La méta-régression a identifié des facteurs influençant l'hétérogénéité, notamment le type d'algorithme d'IA, la catégorie DSS, la méthode d'annotation, la validation externe, le risque de biais, l'âge de la mère, la taille de l'échantillon et l'année de publication. Se et Sp étaient corrélés négativement, ce qui est fréquemment observé dans les études sur l'exactitude du diagnostic. Le tracé en entonnoir de Deek n'a montré aucune preuve de biais de publication.
Les analyses de sous-groupes ont indiqué que les modèles DL avaient une AUC plus élevée que les modèles ML, à 0,71 et 0,63, respectivement. Les études intégrant à la fois des images et des données cliniques ont montré des performances améliorées, avec une ASC de 0,71 contre 0,62.
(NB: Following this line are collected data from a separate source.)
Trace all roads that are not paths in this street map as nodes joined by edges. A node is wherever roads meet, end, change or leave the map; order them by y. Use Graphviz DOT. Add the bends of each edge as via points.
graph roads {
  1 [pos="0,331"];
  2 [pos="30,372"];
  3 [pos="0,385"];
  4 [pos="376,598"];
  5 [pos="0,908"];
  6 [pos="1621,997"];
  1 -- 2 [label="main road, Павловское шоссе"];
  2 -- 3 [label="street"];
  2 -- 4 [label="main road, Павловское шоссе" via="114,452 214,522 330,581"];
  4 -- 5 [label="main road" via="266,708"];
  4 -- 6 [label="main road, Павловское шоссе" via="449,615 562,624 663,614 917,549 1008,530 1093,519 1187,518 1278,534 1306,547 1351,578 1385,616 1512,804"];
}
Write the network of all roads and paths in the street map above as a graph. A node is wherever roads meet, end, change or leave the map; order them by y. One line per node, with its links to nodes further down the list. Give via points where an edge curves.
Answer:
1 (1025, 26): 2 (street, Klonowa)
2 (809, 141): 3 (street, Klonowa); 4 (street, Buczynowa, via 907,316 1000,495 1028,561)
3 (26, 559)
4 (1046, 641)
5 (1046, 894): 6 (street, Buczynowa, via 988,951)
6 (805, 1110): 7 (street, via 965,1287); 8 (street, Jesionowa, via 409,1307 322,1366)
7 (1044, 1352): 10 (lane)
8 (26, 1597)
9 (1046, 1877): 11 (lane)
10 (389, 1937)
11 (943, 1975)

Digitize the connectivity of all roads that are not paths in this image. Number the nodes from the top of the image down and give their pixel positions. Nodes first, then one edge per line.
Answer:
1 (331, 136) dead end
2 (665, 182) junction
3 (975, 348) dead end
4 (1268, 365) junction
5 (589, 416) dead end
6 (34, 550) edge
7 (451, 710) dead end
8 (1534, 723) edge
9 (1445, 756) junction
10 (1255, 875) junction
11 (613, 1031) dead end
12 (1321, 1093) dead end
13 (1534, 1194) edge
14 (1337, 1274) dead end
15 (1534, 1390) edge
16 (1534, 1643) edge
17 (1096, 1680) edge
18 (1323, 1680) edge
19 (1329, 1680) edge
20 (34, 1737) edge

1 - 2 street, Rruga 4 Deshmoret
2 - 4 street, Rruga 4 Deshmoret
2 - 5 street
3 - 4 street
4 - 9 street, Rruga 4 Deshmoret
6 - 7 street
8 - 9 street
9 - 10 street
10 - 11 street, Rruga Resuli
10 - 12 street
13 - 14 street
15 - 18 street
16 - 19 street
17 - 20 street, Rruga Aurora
La validation externe, le risque de biais plus faible, l'inclusion de l'âge de la mère et la taille plus grande des échantillons ont eu un impact positif sur les résultats du modèle. Des études plus récentes ont également été associées à une spécificité et une AUC plus élevées, démontrant ainsi des améliorations de la précision du modèle d’IA au fil du temps.
Conclusions
Bien que le PGT-A soit largement utilisé pour améliorer l’issue de la grossesse en détectant des anomalies chromosomiques, son caractère invasif augmente le risque de certaines complications, notamment la prééclampsie et le placenta praevia, avec des avantages limités sur les taux de grossesse ou de naissances vivantes. Il est donc crucial de développer des méthodes de prédiction de la ploïdie fiables et non invasives.
L’IA, qui est déjà appliquée dans divers domaines cliniques, a le potentiel de soutenir l’évaluation des embryons dans le cadre de la procréation assistée. Cependant, les modèles d’IA existants pour la prévision de la ploïdie n’ont pas la précision requise pour remplacer le PGT-A et devraient servir d’outils de support pour la sélection des embryons.